Police have spent the past month doing aerial surveillance over the south island. A smaller crop was found a few weeks ago.
25 years ago:
From the Lake News: “If you heard something on Saturday or Sunday like a large wasp or a small lawnmower and couldn’t figure what it was, it might have been the Cowichan Valley Thunderbirds who were hosting another annual get together of float plane enthusiasts from all over the Island.
“The planes, some with five-foot wingspans, took off from the lake, performed intricate acrobatics and landed again on the water, all radio-controlled by the enthusiasts on the beach.
“Some were models of existing full-sized planes, some dreamed up by would-be plane designers. A few were, well, a little strange. But all of them flew and brought many an ‘um’ and ‘ah’ from the farther sparse crowd that came to watch.

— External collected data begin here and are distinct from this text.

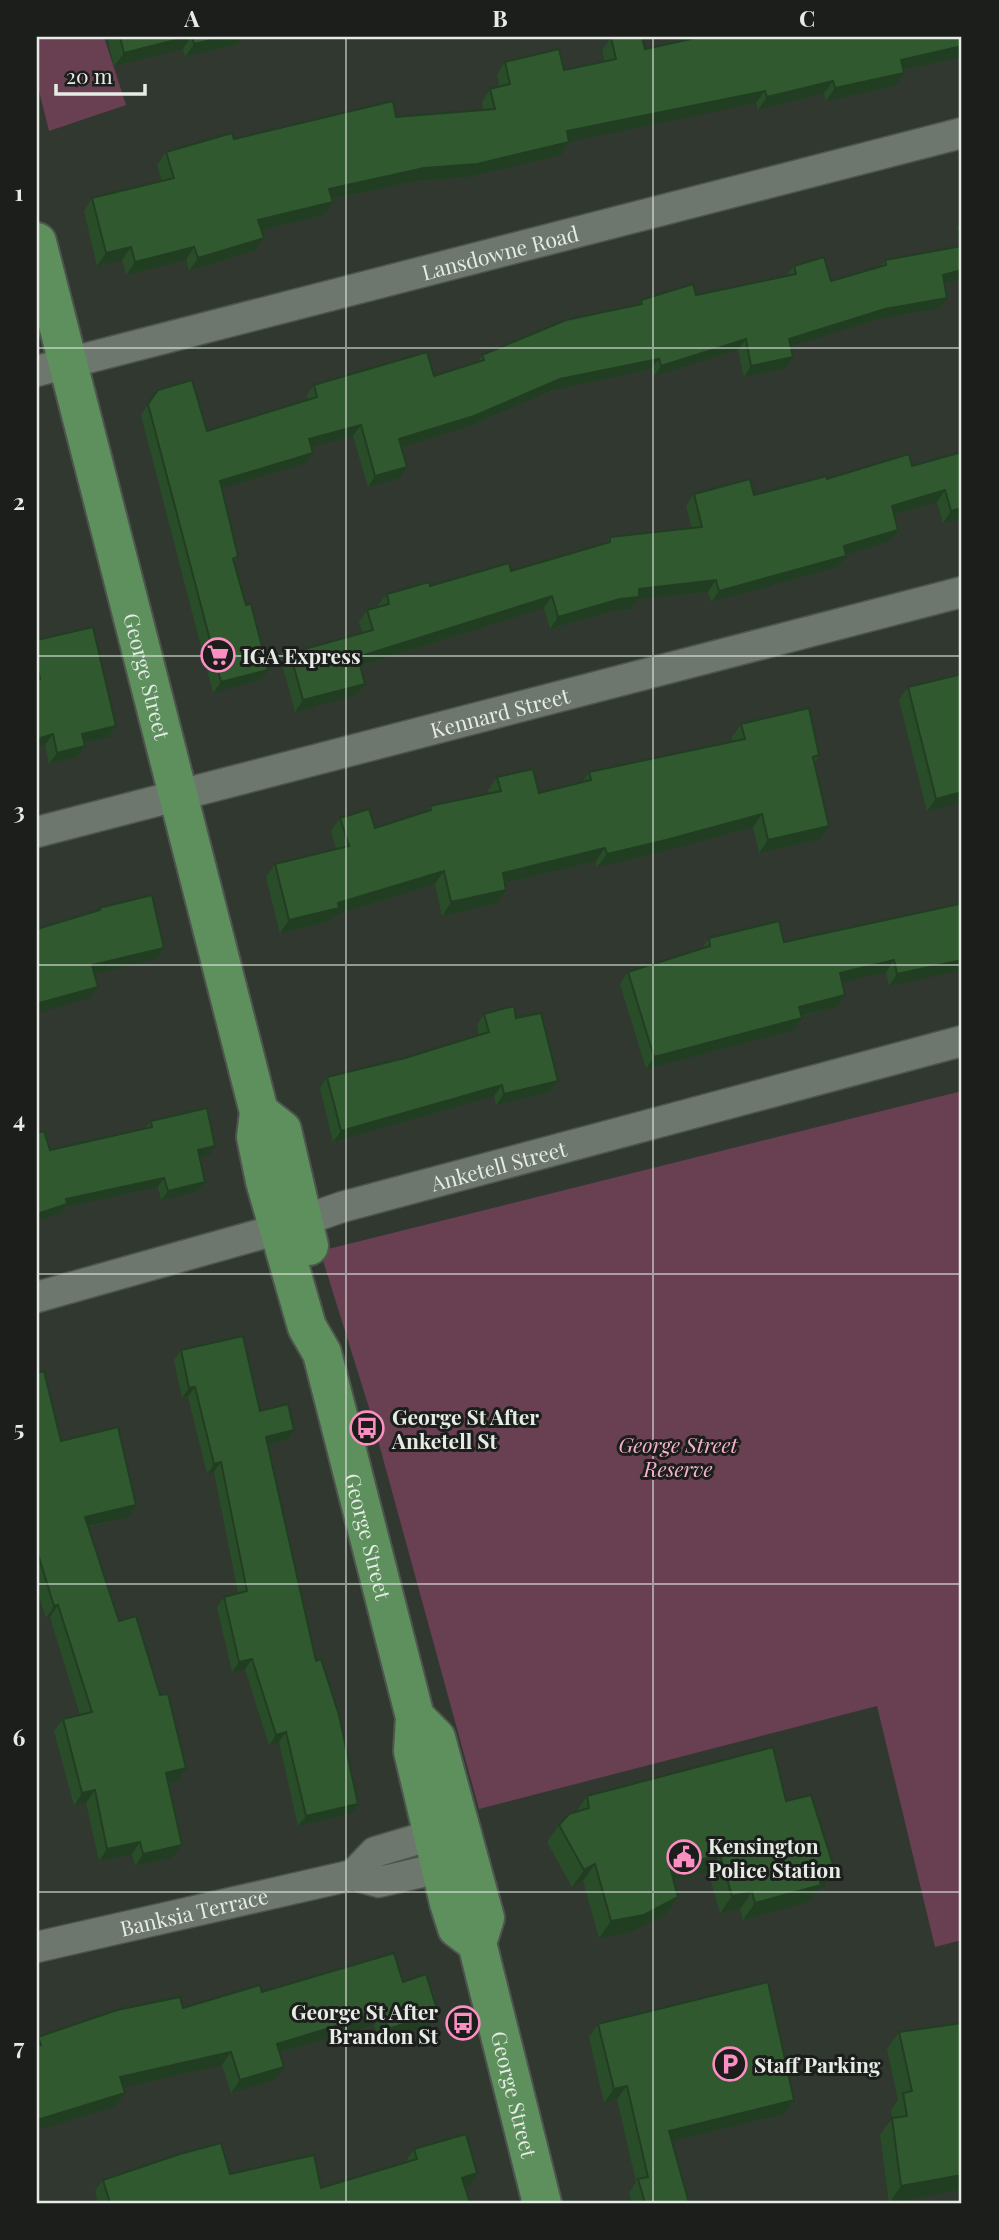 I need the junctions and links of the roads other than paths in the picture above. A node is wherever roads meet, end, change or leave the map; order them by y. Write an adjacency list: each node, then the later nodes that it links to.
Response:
1 (962, 133): 3 (street, Lansdowne Road)
2 (37, 242): 3 (main road, George Street)
3 (53, 367): 5 (main road, George Street)
4 (962, 592): 5 (street, Kennard Street)
5 (179, 795): 6 (street, Kennard Street); 8 (main road, George Street)
6 (37, 832)
7 (962, 1041): 8 (street, Anketell Street)
8 (291, 1224): 9 (street, Anketell Street); 10 (main road, George Street)
9 (37, 1297)
10 (451, 1848): 11 (street, Banksia Terrace); 12 (main road, George Street)
11 (38, 1941)
12 (542, 2203)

“As a way to spend a delightful afternoon free (there was no charge to see the show) it was a huge success.
“As a challenge to the Abbotsford Air Show for public attention, it fell a trifle short.”
40 years ago:
Barbara Wallace, the NPD MLA for Cowichan-Malahat, is slamming the provincial government for failing to oppose an application by the Canadian National Railway to abandon half of its Vancouver Island rail operations. The CNR has applied to abandon 90 kilometres between Victoria and Deerholme (near Cowichan Bay) and already has a pending application to abandon 42 kilometres of track between Youbou and Deerholme.
Wallace urged the Canada Transport Commissioner to deny CNR these bids.
“Loss of this trackage… would be a serious blow to the future industrial development of this sizeable portion of British Columbia and for enormously more expensive highway construction onto our taxpayers,” she said. “And yet our provincial cabinet never bothered to put in a word of protest.”
She also said that abandoning rail transportation would ignore the federal government’s efforts to promote energy conservation.